Verfolgt man diesen Gedanken zurück, so stößt man unweigerlich auf Rousseau, insbesondere auf seinen Contrat social. Indem Rousseau als Genfer Bürger schreibt, also die Verhältnisse eines Stadtstaates vor Augen hat, ist es seiner Phantasie fast etwas zwangsläufig Selbstverständliches, der Politik antike Form zu geben, sie in städtischen Grenzen zu halten – Politik ist ja die Kunst, eine Polis, eine Stadt, zu leiten. Bei Rousseau ist der Staatsmann der Redner zum Volk, dem auf dem Markt versammelten, bei Rousseau bedeuten sportliche und künstlerische Veranstaltungen, an denen die Volksgemeinschaft teilnimmt, politische Institutionen und Werbemittel. Es war die große Idee Sowjetrußlands, durch Anwendung der neuen technischen Erfindungen, durch Film und Radio die raumbegrenzte Methode der Alten und Rousseaus ins [64]Unbegrenzte auszudehnen, den führenden Staatsmann sich wirklich und persönlich »an alle« wenden zu lassen, auch wenn diese »Alle« nach Millionen zählten, auch wenn Tausende von Kilometern zwischen ihren einzelnen Gruppen lagen. Damit wurde der Rede unter den Mitteln und Pflichten des Staatsmannes die Wichtigkeit zurückgegeben, die sie in Athen besessen hatte, ja eine erhöhte Wichtigkeit, weil ja nun eben an die Stelle Athens ein ganzes Land und mehr als nur ein Land trat.
Aber nicht nur wichtiger als vordem war die Rede jetzt geworden, sondern mit Notwendigkeit auch ihrem Wesen nach etwas anderes als zuvor. Indem sie sich an alle wandte und nicht mehr an ausgewählte Volksvertreter, mußte sie sich auch allen verständlich machen und somit volkstümlicher werden. Volkstümlich ist das Konkrete; je sinnlicher eine Rede ist, je weniger sie sich an den Intellekt wendet, um so volkstümlicher ist sie. Von der Volkstümlichkeit zur Demagogie oder Volksverführung überschreitet sie die Grenze, sobald sie von der Entlastung des Intellekts zu seiner gewollten Ausschaltung und Betäubung übergeht.

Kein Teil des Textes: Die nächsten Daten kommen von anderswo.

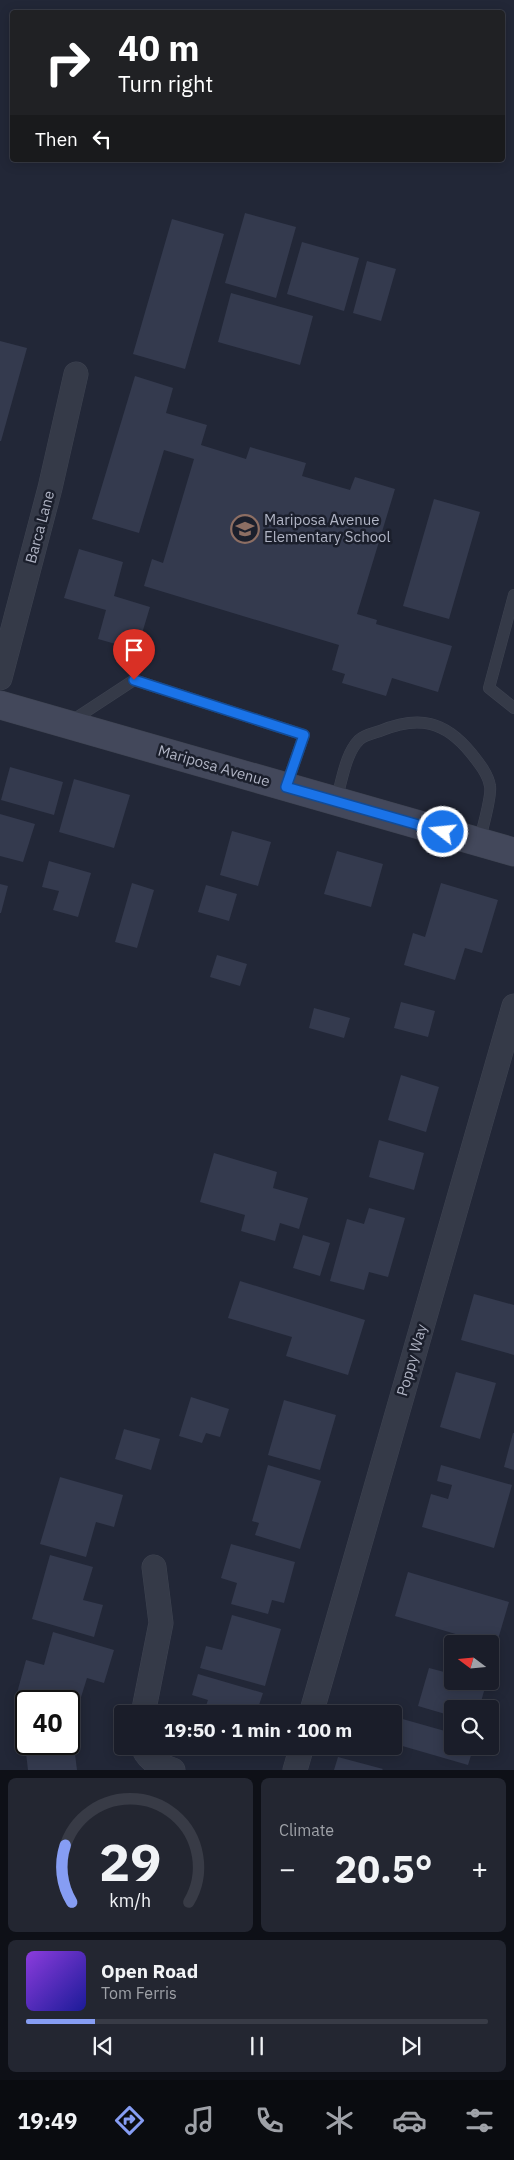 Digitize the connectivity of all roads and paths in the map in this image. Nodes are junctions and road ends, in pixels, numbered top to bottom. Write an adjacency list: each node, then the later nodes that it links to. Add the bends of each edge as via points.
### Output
1 (76, 374): 3 (street, Barca Lane)
2 (514, 595): 5 (lane, via 489,688)
3 (0, 678)
4 (0, 705): 6 (street, Mariposa Avenue)
5 (514, 708)
6 (67, 725): 7 (street, Mariposa Avenue); 7 (lane, via 134,680 304,735)
7 (286, 787): 8 (street, Mariposa Avenue)
8 (336, 800): 9 (street, Mariposa Avenue); 9 (lane, via 350,753 360,739 408,722 428,723 459,738 482,767 491,787)
9 (479, 842): 10 (street, Mariposa Avenue)
10 (514, 852)
11 (514, 1006): 14 (street, Poppy Way)
12 (154, 1567): 13 (street, via 161,1623)
13 (146, 1705)
14 (314, 1705)
15 (148, 1755): 17 (street, via 159,1766)
16 (299, 1755): 18 (street)
17 (173, 1770)
18 (295, 1770)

In gewissem Sinn kann man den festlich geschmückten Markt oder die mit Bannern und Spruchbändern hergerichtete Halle oder Arena, in der zur Menge gesprochen wird, als einen Bestandteil der Rede selber, als ihren Körper ansehen; die Rede ist in solchem Rahmen inkrustiert und inszeniert, sie ist ein Gesamtkunstwerk, das sich gleichzeitig an Ohr und Augen wendet, und doppelt an das Ohr, denn das Brausen der Menge, ihr Applaus, ihr Ablehnen wirkt auf den Einzelhörer gleich stark, mindestens gleich stark wie die Rede an sich. Wiederum ist auch die Tonart der Rede selber fraglos beeinflußt, fraglos sinnlicher gefärbt durch solche Inszenierung. Der Tonfilm überträgt dies Gesamtkunstwerk in seiner Ganzheit; das Radio ersetzt das dem Auge gebotene Schauspiel durch Ansage, die dem antiken Botenbericht entspricht, gibt aber die aufreizende auditive Doppelwirkung, das spontane Responsorium der Masse, getreu wieder. (»Spontan« gehört zu den Lieblingsfremdwörtern der LTI, und davon wird noch zu reden sein.)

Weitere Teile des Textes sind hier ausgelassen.